Advanced Nutanix: Extent Cache
In the post I’ll explain the Nutanix Extent Cache and how I use and tweak this in my environment.
What is the Nutanix Extent Cache?
The Extent Cache is a key piece of NDFS and is responsible as acting as an in-memory read cache for frequently accessed data. The size of the extent cache is directly dependent on the amount of memory the CVM is assigned (default is 12GB) and will dynamically adjust based upon memory resources and availability. Increasing the size of the CVM memory will allow you to specify a larger extent cache and have more reads from memory (“cache hits”).
The figure below shows how the Extent Cache relates to the IO path for NDFS:
Extent Cache Gflags
Gflags are an advanced configuration parameter which allows us to modify configuration values on the Nutanix platform. DISCLAIMER: Any modification of Gflags should only be performed by a Nutanix SE or a Nutanix Systems Reliability Engineer and not on any production systems!
- Explanation: This Gflag specifies the size of the in-memory extent cache
- Default: -1 (dyanmic)
What Cache Size is Right for me?
The key thing to look for when sizing the extent cache is the ‘Extent cache hit’ rate or % of read operations which are hitting the cache and not going to the Extent Store.
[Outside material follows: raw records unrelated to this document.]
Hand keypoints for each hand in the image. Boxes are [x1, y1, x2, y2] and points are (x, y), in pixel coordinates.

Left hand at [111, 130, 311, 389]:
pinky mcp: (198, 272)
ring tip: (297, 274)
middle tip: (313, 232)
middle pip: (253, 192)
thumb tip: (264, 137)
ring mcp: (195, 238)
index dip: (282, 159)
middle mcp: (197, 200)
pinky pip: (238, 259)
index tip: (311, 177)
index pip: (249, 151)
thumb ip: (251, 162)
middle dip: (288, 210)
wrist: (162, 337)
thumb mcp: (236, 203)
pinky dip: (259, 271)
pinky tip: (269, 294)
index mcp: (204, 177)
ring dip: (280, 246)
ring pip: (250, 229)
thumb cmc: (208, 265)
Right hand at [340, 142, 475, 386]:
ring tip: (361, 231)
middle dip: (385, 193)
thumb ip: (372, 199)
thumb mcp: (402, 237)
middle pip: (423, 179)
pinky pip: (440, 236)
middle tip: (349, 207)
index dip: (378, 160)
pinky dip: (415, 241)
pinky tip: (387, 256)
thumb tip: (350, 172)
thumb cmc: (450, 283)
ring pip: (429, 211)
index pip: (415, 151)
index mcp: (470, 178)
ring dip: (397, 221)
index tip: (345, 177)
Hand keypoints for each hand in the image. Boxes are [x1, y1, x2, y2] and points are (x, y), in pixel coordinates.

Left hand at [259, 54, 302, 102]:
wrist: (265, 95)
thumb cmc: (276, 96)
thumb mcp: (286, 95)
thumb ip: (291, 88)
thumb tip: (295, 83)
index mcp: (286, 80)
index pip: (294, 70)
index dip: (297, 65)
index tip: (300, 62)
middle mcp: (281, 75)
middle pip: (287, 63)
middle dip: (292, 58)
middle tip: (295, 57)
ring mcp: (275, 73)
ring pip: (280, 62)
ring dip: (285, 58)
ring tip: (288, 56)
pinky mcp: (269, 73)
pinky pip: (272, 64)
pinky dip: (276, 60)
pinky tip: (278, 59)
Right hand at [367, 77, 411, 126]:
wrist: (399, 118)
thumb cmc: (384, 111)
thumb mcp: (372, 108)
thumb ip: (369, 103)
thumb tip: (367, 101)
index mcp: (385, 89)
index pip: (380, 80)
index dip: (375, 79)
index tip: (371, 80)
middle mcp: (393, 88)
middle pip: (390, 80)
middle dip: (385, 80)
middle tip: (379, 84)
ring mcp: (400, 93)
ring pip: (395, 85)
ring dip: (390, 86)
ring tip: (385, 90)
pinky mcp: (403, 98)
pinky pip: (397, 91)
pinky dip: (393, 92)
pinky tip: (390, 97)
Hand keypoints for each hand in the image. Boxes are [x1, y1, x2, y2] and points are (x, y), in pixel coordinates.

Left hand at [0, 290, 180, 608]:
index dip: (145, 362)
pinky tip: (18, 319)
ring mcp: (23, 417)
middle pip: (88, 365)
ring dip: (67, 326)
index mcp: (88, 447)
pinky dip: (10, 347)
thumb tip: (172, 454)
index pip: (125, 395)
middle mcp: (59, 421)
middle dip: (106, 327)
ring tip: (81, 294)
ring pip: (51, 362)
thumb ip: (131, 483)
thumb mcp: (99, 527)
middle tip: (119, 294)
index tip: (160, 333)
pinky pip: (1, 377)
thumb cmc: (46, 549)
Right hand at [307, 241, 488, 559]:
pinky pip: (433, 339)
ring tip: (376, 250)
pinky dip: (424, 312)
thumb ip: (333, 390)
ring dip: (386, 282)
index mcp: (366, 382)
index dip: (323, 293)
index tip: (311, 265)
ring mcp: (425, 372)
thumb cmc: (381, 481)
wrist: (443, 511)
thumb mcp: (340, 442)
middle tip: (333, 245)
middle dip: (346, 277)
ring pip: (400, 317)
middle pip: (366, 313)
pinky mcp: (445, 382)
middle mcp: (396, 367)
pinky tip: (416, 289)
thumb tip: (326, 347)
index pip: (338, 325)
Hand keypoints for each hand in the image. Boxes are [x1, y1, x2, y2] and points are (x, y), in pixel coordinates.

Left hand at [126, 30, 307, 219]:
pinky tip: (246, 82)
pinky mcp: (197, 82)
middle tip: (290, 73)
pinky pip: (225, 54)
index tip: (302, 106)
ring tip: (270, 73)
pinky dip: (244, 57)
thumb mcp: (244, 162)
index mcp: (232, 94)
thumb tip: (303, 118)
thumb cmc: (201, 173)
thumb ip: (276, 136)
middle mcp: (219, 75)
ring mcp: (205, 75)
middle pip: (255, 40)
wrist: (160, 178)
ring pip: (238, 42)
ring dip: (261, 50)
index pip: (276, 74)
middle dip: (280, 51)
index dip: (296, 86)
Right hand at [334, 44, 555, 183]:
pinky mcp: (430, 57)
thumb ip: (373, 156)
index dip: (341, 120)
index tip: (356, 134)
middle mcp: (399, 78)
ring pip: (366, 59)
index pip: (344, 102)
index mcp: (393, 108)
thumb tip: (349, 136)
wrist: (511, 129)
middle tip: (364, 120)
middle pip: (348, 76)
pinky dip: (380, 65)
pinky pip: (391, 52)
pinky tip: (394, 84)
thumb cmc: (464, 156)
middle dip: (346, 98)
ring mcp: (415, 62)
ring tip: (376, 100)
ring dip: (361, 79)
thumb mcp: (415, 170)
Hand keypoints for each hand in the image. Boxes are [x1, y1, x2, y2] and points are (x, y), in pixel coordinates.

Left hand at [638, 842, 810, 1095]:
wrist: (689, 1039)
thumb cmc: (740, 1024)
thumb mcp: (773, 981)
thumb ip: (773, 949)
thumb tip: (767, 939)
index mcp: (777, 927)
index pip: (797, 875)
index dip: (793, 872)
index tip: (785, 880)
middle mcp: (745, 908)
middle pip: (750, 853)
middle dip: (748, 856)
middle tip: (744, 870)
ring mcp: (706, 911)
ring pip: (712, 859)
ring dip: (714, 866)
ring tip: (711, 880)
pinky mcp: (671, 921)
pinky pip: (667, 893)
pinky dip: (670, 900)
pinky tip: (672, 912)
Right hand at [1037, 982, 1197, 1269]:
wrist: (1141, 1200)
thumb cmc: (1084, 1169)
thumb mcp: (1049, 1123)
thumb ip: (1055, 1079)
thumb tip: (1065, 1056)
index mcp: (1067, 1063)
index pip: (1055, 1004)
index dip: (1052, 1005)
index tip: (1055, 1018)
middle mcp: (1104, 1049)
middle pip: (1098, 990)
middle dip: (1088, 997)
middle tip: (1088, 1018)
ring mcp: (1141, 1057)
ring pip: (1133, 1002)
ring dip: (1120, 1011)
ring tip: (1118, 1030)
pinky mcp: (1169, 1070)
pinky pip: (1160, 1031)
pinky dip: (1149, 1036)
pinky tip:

In my environment I like to keep this value above 95% for random workloads meaning that 95% of all read request are being served from memory (obviously the higher the better).
If this value is constantly low (50% is bad for random workloads) and you’re experiencing read latency or a reduction in read IOPS increasing the cache size is a good start to increase performance. You should see read IO performance grow as the % of Extent Cache hits grows.
Here we show the metrics from an example 2009 page showing the hit rate and size:
The above shows that 12 GB of the 16 GB is being used and 100% of read requests are being served from the cache.
How to configure the Extent Cache
The following steps will allow you to update the CVM Memory and modify the Extent Cache size (NOTE: I use a cache size of 16 GB in my examples). NOTE: Don’t attempt this in a production environment as it will require a restart of the Stargate Services and a potential reboot of the CVM!
- Add memory to each Nutanix CVM (NOTE: if Memory Hot Plug isn’t enabled the CVM will need to be powered off)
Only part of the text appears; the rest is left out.